Springdale is a city in Washington and Benton counties in the U.S. state of Arkansas. The population was 84,161 at the 2020 census, making it the fourth-most populous city in Arkansas. It is included in the three-county Northwest Arkansas metropolitan area, which had 546,725 residents in 2020.

Located on the Springfield Plateau deep in the Ozark Mountains, Springdale has long been an important industrial city for the region. In addition to several trucking companies, the city is home to the world headquarters of Tyson Foods, the world's largest meat- producing company.

Springdale has been experiencing a population boom in recent years, as indicated by a 133% growth in population between the 1990 and 2010 censuses. During this period of rapid growth, the city has seen the establishment of a Springdale campus of Northwest Arkansas Community College and the Northwest Arkansas Naturals minor league baseball team move into Arvest Ballpark. Tyson remains the city's top employer and is visible throughout the city. Governor Mike Beebe signed an act into law recognizing Springdale as "The Poultry Capital of the World" in 2013.

==History==
Springdale was formerly called Shiloh and was platted under that original name in 1866. In 1878, the town was incorporated with the name of Springdale.

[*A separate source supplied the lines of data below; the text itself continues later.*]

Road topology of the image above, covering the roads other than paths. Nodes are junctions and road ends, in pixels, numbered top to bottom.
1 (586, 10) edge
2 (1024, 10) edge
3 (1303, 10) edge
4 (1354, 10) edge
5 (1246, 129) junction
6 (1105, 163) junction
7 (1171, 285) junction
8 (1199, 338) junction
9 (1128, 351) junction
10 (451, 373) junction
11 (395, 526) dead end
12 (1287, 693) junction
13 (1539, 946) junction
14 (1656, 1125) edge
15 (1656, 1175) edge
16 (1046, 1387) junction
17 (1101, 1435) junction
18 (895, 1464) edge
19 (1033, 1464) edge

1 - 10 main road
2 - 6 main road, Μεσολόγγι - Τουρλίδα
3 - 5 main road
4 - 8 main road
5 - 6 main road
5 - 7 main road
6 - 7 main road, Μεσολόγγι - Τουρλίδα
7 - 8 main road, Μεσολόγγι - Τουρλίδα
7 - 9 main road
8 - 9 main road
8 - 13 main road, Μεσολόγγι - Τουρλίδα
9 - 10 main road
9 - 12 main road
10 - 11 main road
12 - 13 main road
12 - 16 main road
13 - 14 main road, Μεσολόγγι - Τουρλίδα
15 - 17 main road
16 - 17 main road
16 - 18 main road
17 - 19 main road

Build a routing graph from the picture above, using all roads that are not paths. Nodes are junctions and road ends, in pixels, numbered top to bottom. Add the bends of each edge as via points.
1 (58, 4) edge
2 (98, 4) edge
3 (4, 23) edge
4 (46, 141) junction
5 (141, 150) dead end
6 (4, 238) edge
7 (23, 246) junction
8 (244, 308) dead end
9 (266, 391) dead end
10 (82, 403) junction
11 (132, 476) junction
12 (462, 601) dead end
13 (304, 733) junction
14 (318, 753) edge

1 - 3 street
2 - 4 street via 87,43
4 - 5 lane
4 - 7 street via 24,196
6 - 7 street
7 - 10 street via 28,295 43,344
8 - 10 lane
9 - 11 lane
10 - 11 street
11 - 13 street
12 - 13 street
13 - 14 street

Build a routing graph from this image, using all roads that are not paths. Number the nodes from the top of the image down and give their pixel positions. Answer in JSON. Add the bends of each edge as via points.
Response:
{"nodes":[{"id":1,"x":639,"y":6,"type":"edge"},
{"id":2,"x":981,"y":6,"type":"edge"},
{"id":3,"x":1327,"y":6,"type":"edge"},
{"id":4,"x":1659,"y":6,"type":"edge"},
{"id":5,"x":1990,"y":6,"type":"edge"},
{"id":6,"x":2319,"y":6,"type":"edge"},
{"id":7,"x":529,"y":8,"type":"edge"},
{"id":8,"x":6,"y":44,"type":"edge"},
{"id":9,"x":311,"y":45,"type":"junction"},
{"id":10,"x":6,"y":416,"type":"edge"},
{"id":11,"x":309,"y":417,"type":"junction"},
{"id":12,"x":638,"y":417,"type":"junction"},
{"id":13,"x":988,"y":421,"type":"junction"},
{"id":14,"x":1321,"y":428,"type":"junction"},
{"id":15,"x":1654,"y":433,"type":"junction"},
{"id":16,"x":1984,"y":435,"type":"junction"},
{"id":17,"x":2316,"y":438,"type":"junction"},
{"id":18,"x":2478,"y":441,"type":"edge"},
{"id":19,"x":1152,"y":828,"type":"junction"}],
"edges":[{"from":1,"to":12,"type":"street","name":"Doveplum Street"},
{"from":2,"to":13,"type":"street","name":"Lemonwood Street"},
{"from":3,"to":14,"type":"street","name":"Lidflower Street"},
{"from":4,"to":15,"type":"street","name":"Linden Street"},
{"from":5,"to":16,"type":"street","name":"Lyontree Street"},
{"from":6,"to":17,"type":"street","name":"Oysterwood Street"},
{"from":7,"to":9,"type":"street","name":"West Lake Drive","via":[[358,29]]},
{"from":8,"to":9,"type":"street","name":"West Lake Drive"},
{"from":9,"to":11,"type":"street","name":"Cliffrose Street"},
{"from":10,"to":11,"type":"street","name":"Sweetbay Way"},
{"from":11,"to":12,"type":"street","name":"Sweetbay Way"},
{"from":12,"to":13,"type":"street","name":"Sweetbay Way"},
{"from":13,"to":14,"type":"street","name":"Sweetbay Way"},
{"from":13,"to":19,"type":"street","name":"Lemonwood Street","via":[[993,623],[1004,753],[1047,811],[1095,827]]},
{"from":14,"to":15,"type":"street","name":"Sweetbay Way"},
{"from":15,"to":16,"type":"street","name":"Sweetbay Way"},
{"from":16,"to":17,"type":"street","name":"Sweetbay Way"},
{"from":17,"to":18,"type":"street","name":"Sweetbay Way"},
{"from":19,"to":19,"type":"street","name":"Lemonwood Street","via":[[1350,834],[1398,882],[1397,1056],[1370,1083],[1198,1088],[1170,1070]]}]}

In 2020, voters of the city of Bethel Heights decided to merge with Springdale after the city sanitation plant received several violations from the Arkansas Health Department. The city was eventually annexed on August 21, 2020.

An intense EF3 tornado struck the town on March 30, 2022, heavily damaging or destroying several structures and injuring seven people.

==Geography==
According to the United States Census Bureau, the city has a total area of 49.7 sqmi, of which, 49.2 sqmi of it is land and 0.5 sqmi of it, or 0.62%, is water. The city limits extend north into southern Benton County. Springdale is bordered by the cities of Cave Springs, Lowell, to the north, by Elm Springs and Tontitown to the west, and by Johnson and Fayetteville to the south.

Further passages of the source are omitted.